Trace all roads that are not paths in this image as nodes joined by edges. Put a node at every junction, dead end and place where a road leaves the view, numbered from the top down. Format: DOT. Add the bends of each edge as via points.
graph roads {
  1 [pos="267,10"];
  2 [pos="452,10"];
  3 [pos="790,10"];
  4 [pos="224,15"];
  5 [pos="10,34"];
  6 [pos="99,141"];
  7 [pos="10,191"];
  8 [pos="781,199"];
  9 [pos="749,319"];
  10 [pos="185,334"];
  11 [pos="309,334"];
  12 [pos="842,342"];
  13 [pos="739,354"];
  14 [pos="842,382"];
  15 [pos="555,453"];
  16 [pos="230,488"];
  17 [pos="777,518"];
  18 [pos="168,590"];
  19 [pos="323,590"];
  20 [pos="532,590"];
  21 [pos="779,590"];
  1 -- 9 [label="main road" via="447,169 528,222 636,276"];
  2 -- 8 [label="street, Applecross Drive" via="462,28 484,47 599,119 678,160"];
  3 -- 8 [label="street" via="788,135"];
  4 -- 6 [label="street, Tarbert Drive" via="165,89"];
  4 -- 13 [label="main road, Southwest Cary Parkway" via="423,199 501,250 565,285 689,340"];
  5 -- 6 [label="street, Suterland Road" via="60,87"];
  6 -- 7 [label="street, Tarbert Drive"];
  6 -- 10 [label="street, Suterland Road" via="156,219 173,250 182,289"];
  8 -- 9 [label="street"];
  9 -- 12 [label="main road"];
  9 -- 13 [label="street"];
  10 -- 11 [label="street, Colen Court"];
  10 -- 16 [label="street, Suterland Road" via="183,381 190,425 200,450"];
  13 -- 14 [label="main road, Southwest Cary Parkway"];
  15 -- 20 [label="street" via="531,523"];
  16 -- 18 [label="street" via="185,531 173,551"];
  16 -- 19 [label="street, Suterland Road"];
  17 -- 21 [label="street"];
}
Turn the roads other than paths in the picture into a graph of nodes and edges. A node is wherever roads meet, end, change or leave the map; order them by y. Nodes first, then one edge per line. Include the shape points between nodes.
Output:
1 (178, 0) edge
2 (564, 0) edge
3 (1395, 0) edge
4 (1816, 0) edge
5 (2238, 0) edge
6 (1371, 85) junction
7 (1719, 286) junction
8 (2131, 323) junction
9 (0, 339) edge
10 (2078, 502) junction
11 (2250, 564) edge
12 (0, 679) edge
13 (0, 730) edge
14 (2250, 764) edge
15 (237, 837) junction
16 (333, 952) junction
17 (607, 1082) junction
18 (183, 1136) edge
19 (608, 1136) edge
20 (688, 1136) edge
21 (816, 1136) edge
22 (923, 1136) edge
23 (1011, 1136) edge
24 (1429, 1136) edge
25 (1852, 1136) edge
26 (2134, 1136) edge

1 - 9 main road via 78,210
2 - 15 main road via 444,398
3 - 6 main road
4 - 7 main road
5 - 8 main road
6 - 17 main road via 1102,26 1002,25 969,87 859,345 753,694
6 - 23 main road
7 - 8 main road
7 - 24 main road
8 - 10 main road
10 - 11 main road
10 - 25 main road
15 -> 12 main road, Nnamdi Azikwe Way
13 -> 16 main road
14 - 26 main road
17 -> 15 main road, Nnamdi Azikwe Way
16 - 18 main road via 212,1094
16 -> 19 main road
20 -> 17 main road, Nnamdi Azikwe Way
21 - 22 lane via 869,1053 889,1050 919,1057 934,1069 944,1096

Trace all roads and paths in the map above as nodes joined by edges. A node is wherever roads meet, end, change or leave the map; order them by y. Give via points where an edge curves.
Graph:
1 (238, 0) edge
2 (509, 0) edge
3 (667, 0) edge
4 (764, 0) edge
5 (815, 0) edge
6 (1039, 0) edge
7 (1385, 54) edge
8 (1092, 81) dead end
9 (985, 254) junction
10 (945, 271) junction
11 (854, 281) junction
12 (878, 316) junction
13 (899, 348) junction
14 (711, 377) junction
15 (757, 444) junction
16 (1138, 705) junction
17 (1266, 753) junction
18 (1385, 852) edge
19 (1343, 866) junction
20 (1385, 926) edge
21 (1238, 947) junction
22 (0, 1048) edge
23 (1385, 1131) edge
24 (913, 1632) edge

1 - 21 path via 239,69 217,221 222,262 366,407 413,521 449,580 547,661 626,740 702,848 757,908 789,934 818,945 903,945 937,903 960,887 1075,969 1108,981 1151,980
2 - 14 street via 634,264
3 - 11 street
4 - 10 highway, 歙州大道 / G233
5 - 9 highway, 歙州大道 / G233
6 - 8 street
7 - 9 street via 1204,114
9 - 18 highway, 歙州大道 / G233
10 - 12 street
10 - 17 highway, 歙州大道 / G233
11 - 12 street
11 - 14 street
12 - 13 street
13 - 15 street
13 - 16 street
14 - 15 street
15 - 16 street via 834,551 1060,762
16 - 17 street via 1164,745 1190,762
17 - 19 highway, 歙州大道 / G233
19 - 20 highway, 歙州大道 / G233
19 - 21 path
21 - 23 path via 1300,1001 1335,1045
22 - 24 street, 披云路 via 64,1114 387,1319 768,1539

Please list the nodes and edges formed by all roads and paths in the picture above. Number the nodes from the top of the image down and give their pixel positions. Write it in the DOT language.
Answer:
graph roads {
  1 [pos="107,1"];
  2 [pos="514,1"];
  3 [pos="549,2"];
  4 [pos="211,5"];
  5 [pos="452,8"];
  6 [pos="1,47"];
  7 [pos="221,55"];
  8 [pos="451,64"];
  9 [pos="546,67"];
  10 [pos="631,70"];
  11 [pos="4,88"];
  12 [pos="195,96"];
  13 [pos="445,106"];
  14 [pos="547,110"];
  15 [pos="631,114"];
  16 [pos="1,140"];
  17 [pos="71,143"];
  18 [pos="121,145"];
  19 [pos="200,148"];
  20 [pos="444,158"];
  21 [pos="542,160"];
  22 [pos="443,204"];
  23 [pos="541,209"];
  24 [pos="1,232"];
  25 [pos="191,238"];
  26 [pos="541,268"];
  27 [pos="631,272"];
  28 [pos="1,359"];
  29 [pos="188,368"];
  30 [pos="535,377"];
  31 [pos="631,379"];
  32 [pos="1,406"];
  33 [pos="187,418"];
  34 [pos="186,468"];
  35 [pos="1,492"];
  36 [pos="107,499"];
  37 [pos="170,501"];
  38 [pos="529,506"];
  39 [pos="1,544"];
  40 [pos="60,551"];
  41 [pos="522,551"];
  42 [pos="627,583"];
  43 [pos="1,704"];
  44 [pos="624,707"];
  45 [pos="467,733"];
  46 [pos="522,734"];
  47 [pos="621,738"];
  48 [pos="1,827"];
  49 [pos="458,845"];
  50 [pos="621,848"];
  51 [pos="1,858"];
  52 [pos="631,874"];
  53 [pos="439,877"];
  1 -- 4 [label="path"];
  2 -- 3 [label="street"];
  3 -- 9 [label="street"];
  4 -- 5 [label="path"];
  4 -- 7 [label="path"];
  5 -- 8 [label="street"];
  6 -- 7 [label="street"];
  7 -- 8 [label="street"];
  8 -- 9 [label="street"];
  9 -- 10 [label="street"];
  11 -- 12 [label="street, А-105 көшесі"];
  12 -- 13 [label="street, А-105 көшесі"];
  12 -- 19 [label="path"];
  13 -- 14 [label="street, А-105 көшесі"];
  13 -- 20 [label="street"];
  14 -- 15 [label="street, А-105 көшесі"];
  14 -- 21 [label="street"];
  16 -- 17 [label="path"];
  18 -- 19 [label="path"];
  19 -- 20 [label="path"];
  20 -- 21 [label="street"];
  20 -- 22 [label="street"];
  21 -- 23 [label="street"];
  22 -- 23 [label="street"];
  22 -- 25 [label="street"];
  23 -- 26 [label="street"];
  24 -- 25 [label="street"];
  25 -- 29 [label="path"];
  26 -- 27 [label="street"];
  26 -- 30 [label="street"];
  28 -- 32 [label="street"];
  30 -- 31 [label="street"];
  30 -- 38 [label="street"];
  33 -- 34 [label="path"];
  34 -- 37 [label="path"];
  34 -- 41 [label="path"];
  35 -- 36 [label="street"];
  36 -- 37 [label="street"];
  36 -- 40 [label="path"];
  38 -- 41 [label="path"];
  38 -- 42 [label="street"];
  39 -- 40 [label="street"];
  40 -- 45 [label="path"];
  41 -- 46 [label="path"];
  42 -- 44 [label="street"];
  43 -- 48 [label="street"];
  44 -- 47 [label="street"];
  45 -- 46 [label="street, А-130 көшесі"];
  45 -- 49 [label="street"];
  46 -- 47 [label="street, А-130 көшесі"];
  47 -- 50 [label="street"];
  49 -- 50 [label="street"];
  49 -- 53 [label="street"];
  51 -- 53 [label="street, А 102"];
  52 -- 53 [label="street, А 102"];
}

Problem to solve: If a line of the records above holds the word "Tarbert", show it.

Answer for this exercise:
  4 -- 6 [label="street, Tarbert Drive" via="165,89"];
  6 -- 7 [label="street, Tarbert Drive"];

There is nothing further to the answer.